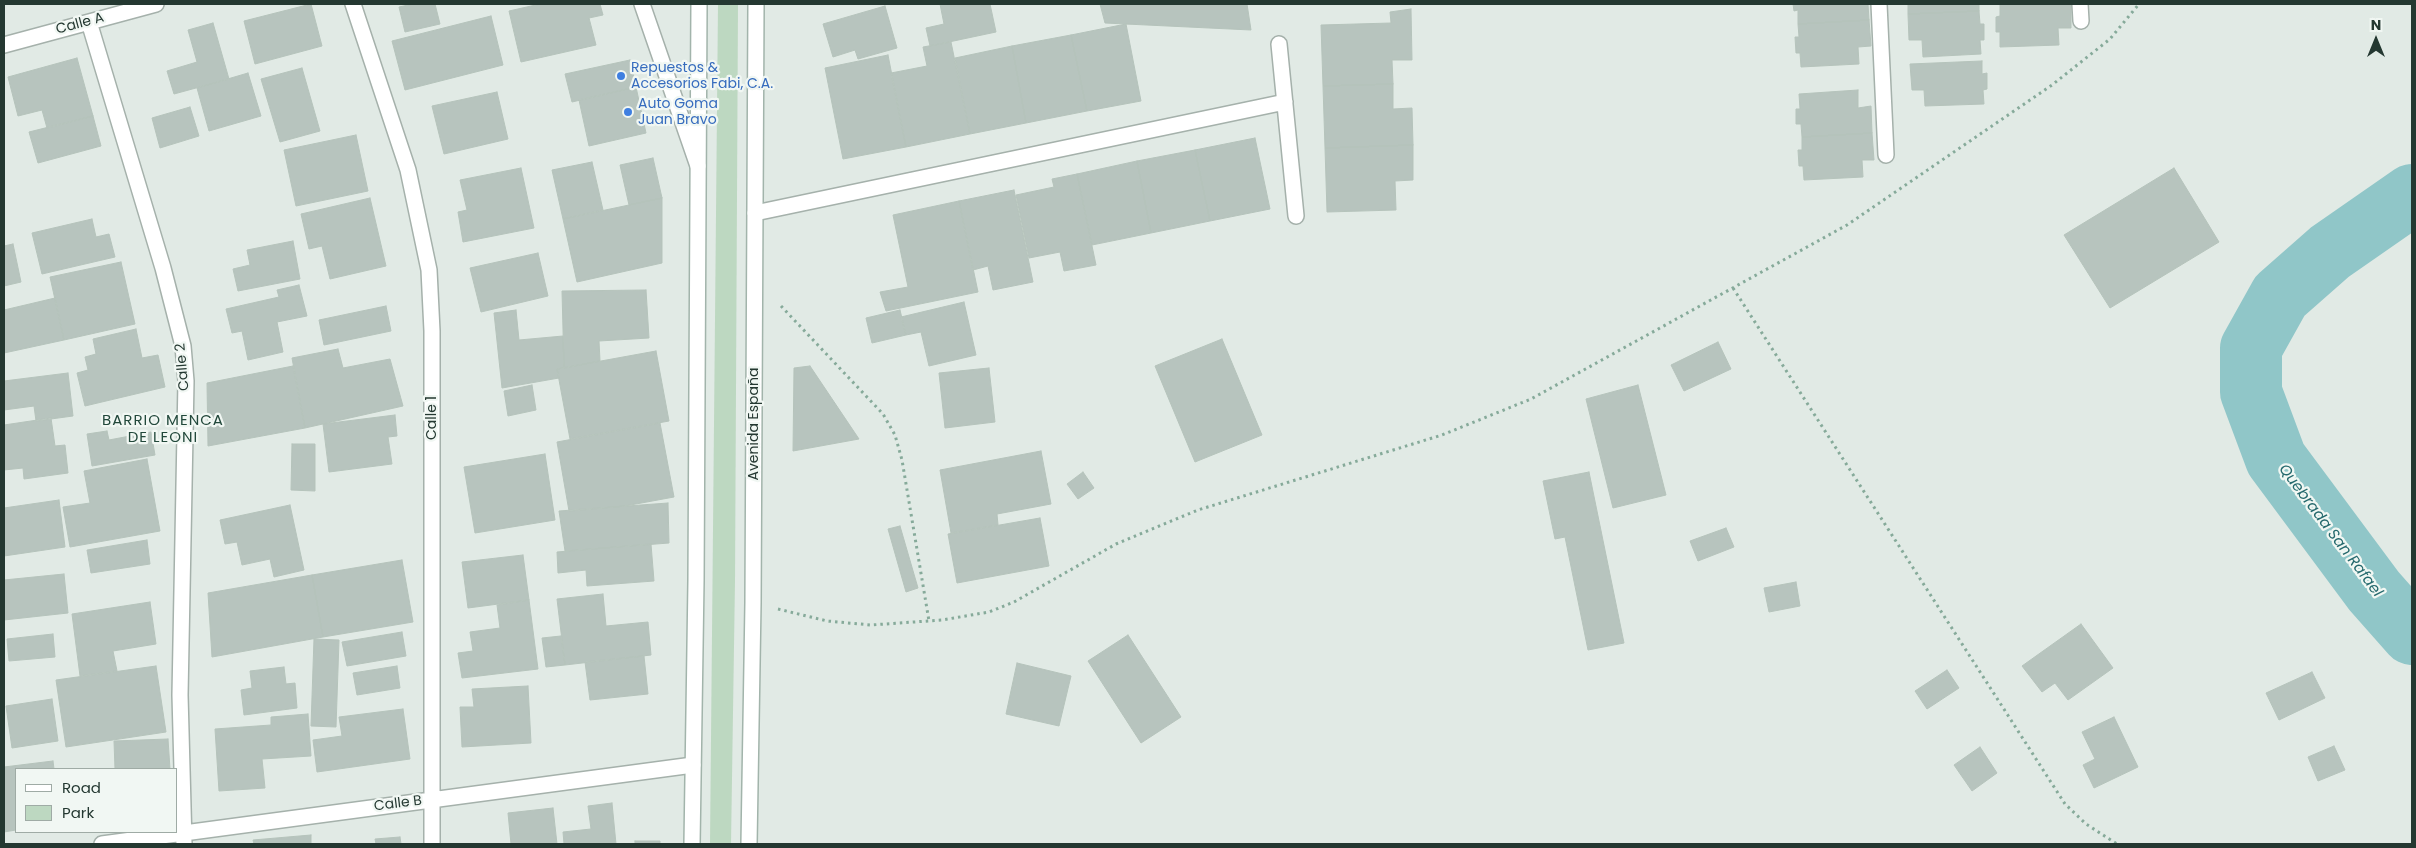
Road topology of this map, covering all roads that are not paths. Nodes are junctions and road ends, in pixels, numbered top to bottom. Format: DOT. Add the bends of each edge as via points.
graph roads {
  1 [pos="156,4"];
  2 [pos="353,4"];
  3 [pos="642,4"];
  4 [pos="699,4"];
  5 [pos="756,4"];
  6 [pos="1879,4"];
  7 [pos="2080,4"];
  8 [pos="2081,21"];
  9 [pos="89,22"];
  10 [pos="1279,44"];
  11 [pos="4,45"];
  12 [pos="1285,102"];
  13 [pos="1886,155"];
  14 [pos="698,168"];
  15 [pos="755,213"];
  16 [pos="1296,216"];
  17 [pos="693,765"];
  18 [pos="432,800"];
  19 [pos="184,838"];
  20 [pos="102,844"];
  21 [pos="432,844"];
  22 [pos="692,844"];
  23 [pos="749,844"];
  1 -- 9 [label="street, Calle A"];
  2 -- 18 [label="street, Calle 1" via="408,170 429,270 432,331"];
  3 -- 14 [label="street"];
  4 -- 14 [label="street"];
  5 -- 15 [label="street, Avenida España"];
  6 -- 13 [label="street"];
  7 -- 8 [label="street"];
  9 -- 11 [label="street, Calle A"];
  9 -- 19 [label="street, Calle 2" via="163,268 183,346 186,381 180,695"];
  10 -- 12 [label="street"];
  12 -- 15 [label="street"];
  12 -- 16 [label="street"];
  14 -- 17 [label="street"];
  15 -- 23 [label="street, Avenida España"];
  17 -- 18 [label="street, Calle B"];
  17 -- 22 [label="street"];
  18 -- 19 [label="street, Calle B"];
  18 -- 21 [label="street, Calle 1"];
  19 -- 20 [label="street, Calle B"];
}
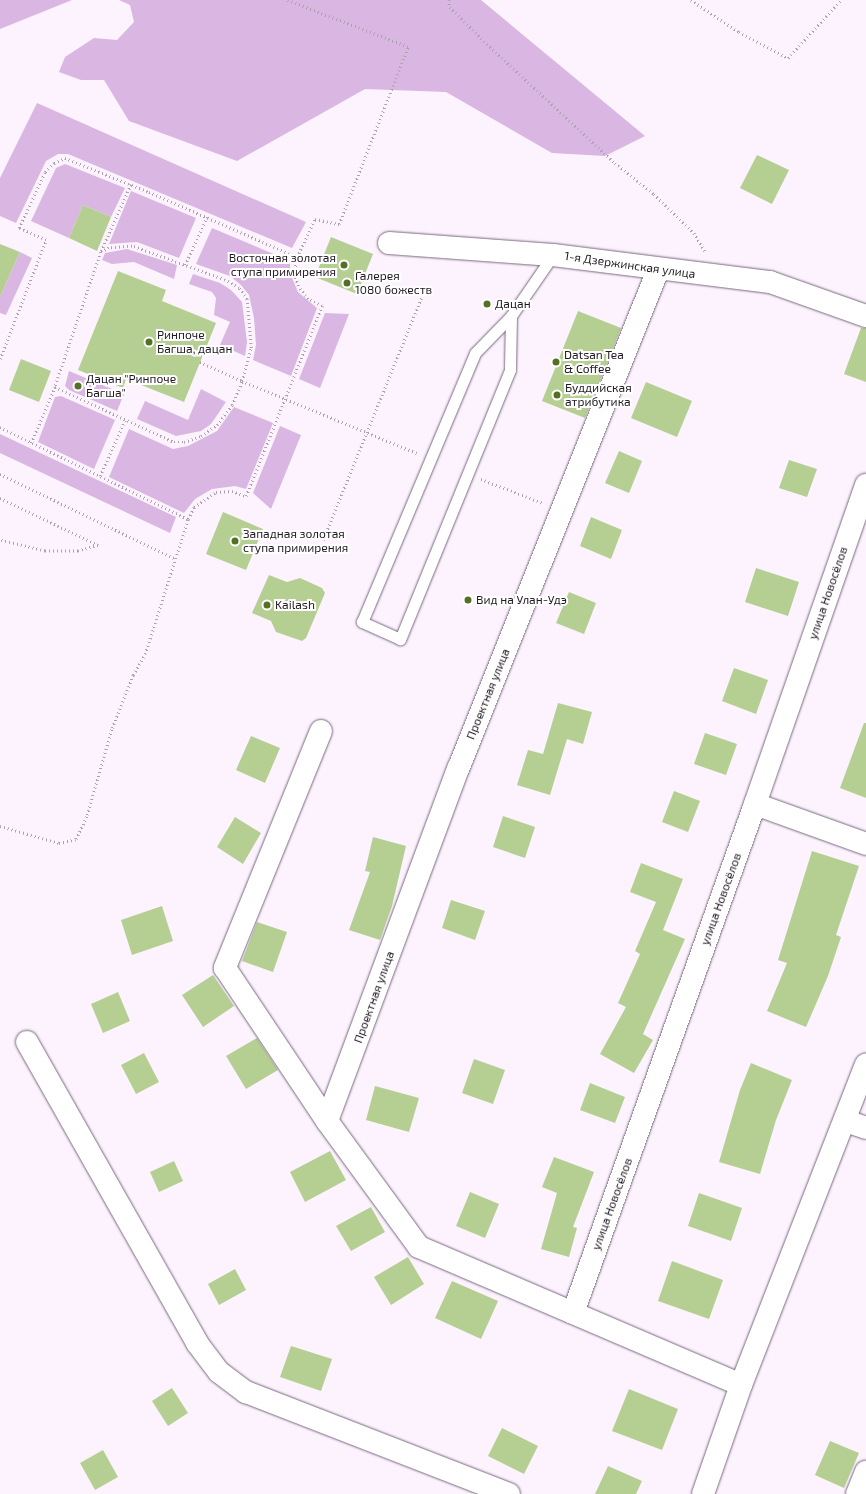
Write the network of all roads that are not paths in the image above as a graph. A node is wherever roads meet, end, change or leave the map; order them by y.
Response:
1 (389, 243) dead end
2 (553, 255) junction
3 (658, 270) junction
4 (511, 316) junction
5 (866, 316) edge
6 (866, 484) edge
7 (321, 730) dead end
8 (755, 804) junction
9 (866, 844) edge
10 (27, 1042) dead end
11 (866, 1065) edge
12 (327, 1121) junction
13 (856, 1124) edge
14 (573, 1313) junction
15 (741, 1385) junction
16 (866, 1472) edge
17 (509, 1494) edge
18 (703, 1494) edge
19 (857, 1494) edge

1 - 2 street, 1-я Дзержинская улица
2 - 3 street, 1-я Дзержинская улица
2 - 4 lane
3 - 5 street, 1-я Дзержинская улица
3 - 12 street, Проектная улица
4 - 4 lane
6 - 8 street, улица Новосёлов
7 - 12 street
8 - 9 street
8 - 14 street, улица Новосёлов
10 - 17 street
11 - 13 street
12 - 14 street
13 - 15 street
14 - 15 street
15 - 18 street
16 - 19 street

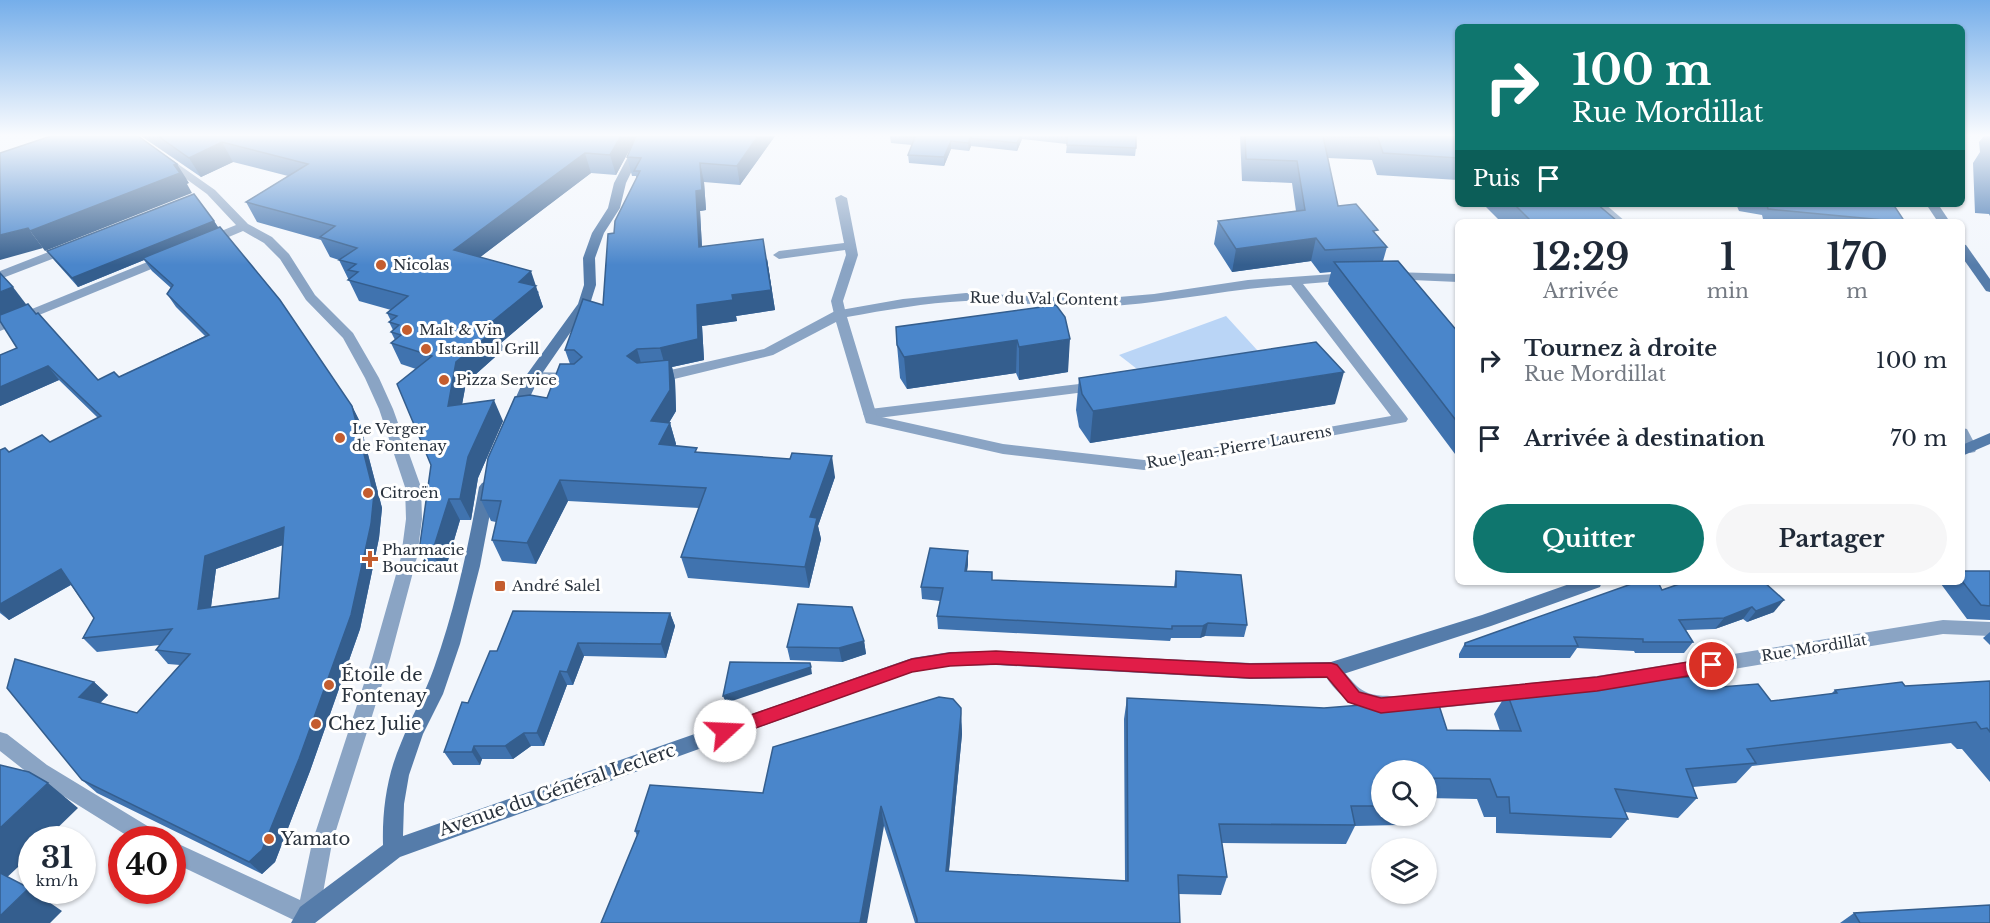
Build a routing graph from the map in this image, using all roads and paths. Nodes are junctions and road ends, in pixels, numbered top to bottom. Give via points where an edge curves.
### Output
1 (187, 179) edge
2 (622, 179) edge
3 (841, 198) dead end
4 (1602, 207) edge
5 (1616, 219) edge
6 (244, 226) junction
7 (78, 244) edge
8 (850, 246) junction
9 (1965, 252) edge
10 (779, 255) dead end
11 (0, 275) edge
12 (1455, 278) edge
13 (1294, 280) junction
14 (1990, 288) edge
15 (840, 314) junction
16 (0, 327) edge
17 (643, 376) edge
18 (532, 377) junction
19 (580, 378) edge
20 (1106, 386) edge
21 (870, 414) junction
22 (510, 426) edge
23 (1990, 438) edge
24 (1966, 450) edge
25 (493, 468) edge
26 (1586, 585) edge
27 (1990, 629) edge
28 (1331, 670) junction
29 (0, 740) edge
30 (129, 826) edge
31 (393, 850) junction
32 (186, 858) edge
33 (305, 919) edge

1 - 6 street
2 - 18 street via 614,208 598,233 589,258 590,285 584,304
3 - 8 street
4 - 5 street
6 - 16 street
6 - 33 street via 268,240 285,257 310,297 348,336 386,409 413,487 409,557 322,843
7 - 11 street
8 - 10 street
8 - 15 street via 852,255 837,302
9 - 14 street
12 - 13 street, Rue du Val Content via 1369,276
13 - 15 street, Rue du Val Content via 1095,303 966,297
13 - 21 street, Rue Jean-Pierre Laurens via 1401,419 1144,465 1003,448 871,420
15 - 17 street, Rue du Val Content via 768,352 666,376
15 - 21 street
18 - 19 street
18 - 22 street
20 - 21 street
23 - 24 street
25 - 31 street via 474,562 445,660 395,789
26 - 28 street, Avenue du Général Leclerc
27 - 28 street, Rue Mordillat via 1943,627 1597,684 1381,706 1354,697
28 - 31 street, Avenue du Général Leclerc via 1250,671 996,658 912,665
29 - 30 street via 40,771
31 - 33 street, Avenue du Général Leclerc
32 - 33 street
=======
__Work instruction__
Whenever the word "junctions" shows up in a line of the entries, copy that line.

__Result__
Road topology of this map, covering all roads that are not paths. Nodes are junctions and road ends, in pixels, numbered top to bottom. Format: DOT. Add the bends of each edge as via points.
Build a routing graph from the map in this image, using all roads and paths. Nodes are junctions and road ends, in pixels, numbered top to bottom. Give via points where an edge curves.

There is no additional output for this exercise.